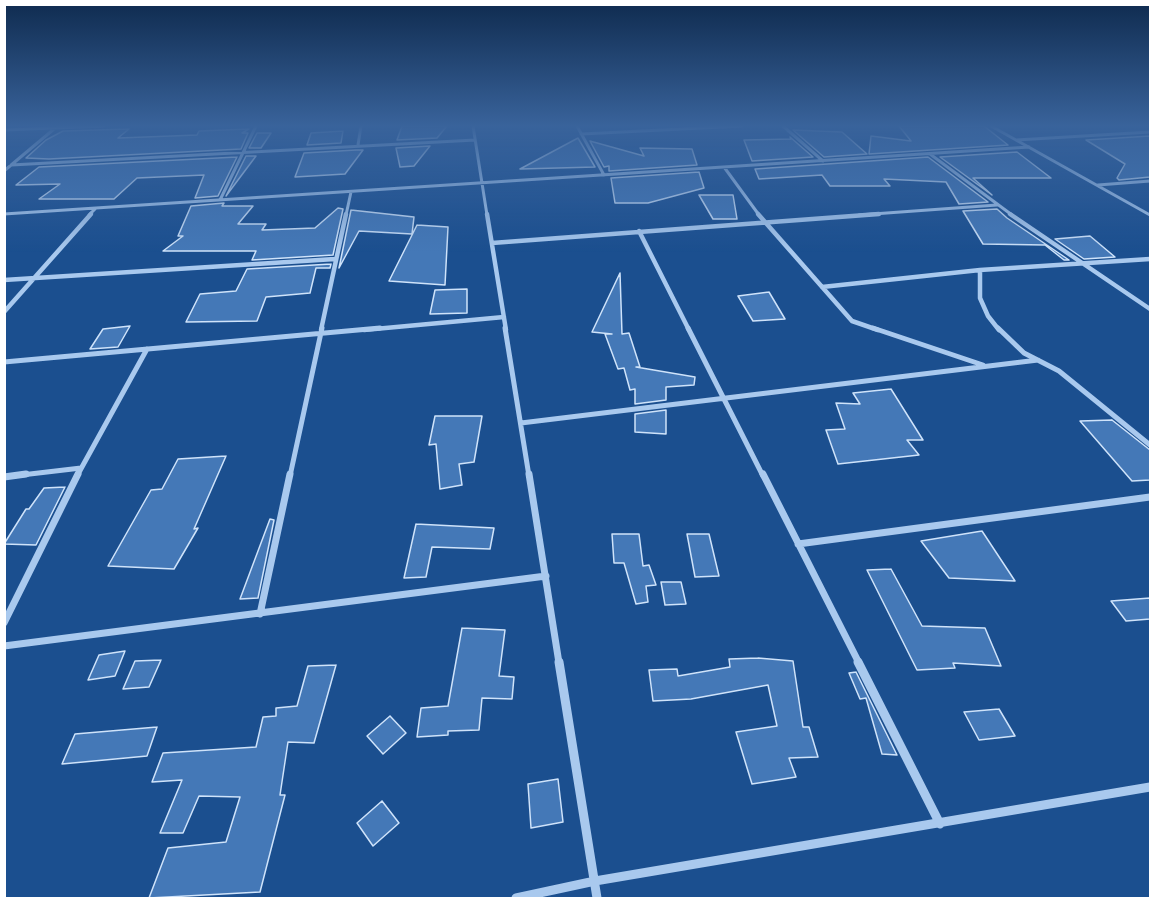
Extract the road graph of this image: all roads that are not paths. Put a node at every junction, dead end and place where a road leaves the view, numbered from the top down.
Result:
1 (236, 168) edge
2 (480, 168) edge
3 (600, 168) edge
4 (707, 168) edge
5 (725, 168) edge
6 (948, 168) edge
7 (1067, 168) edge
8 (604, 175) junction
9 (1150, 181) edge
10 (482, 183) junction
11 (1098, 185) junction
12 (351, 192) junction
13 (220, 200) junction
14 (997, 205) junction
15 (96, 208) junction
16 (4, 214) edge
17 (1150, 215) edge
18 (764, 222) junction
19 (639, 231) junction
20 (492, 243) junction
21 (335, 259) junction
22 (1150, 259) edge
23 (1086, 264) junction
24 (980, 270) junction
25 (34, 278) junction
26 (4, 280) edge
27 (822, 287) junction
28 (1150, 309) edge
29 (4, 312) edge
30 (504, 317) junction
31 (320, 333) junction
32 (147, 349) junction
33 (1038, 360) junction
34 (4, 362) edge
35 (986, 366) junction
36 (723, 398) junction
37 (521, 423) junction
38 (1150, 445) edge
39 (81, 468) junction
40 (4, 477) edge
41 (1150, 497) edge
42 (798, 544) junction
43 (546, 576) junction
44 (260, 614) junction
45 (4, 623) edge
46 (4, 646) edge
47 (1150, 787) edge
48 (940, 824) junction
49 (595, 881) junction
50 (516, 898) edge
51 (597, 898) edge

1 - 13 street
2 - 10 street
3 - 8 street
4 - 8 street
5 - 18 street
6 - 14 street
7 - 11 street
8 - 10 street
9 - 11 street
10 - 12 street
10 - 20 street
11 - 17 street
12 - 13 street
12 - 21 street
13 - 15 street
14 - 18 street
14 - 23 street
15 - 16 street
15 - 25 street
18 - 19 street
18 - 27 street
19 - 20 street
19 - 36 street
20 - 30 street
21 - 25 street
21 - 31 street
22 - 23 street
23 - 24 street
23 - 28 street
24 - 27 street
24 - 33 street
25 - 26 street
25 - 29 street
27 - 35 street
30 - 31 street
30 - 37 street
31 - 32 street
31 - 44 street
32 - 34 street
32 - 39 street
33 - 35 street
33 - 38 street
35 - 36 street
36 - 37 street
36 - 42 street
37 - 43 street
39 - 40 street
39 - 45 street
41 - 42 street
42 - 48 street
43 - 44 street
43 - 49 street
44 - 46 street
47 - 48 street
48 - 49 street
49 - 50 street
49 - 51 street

■ ■ ■ ■ ■

Without the pictures, return the records above exactly as written.

Extract the road graph of this image: all roads that are not paths. Put a node at every junction, dead end and place where a road leaves the view, numbered from the top down.
Result:
1 (236, 168) edge
2 (480, 168) edge
3 (600, 168) edge
4 (707, 168) edge
5 (725, 168) edge
6 (948, 168) edge
7 (1067, 168) edge
8 (604, 175) junction
9 (1150, 181) edge
10 (482, 183) junction
11 (1098, 185) junction
12 (351, 192) junction
13 (220, 200) junction
14 (997, 205) junction
15 (96, 208) junction
16 (4, 214) edge
17 (1150, 215) edge
18 (764, 222) junction
19 (639, 231) junction
20 (492, 243) junction
21 (335, 259) junction
22 (1150, 259) edge
23 (1086, 264) junction
24 (980, 270) junction
25 (34, 278) junction
26 (4, 280) edge
27 (822, 287) junction
28 (1150, 309) edge
29 (4, 312) edge
30 (504, 317) junction
31 (320, 333) junction
32 (147, 349) junction
33 (1038, 360) junction
34 (4, 362) edge
35 (986, 366) junction
36 (723, 398) junction
37 (521, 423) junction
38 (1150, 445) edge
39 (81, 468) junction
40 (4, 477) edge
41 (1150, 497) edge
42 (798, 544) junction
43 (546, 576) junction
44 (260, 614) junction
45 (4, 623) edge
46 (4, 646) edge
47 (1150, 787) edge
48 (940, 824) junction
49 (595, 881) junction
50 (516, 898) edge
51 (597, 898) edge

1 - 13 street
2 - 10 street
3 - 8 street
4 - 8 street
5 - 18 street
6 - 14 street
7 - 11 street
8 - 10 street
9 - 11 street
10 - 12 street
10 - 20 street
11 - 17 street
12 - 13 street
12 - 21 street
13 - 15 street
14 - 18 street
14 - 23 street
15 - 16 street
15 - 25 street
18 - 19 street
18 - 27 street
19 - 20 street
19 - 36 street
20 - 30 street
21 - 25 street
21 - 31 street
22 - 23 street
23 - 24 street
23 - 28 street
24 - 27 street
24 - 33 street
25 - 26 street
25 - 29 street
27 - 35 street
30 - 31 street
30 - 37 street
31 - 32 street
31 - 44 street
32 - 34 street
32 - 39 street
33 - 35 street
33 - 38 street
35 - 36 street
36 - 37 street
36 - 42 street
37 - 43 street
39 - 40 street
39 - 45 street
41 - 42 street
42 - 48 street
43 - 44 street
43 - 49 street
44 - 46 street
47 - 48 street
48 - 49 street
49 - 50 street
49 - 51 street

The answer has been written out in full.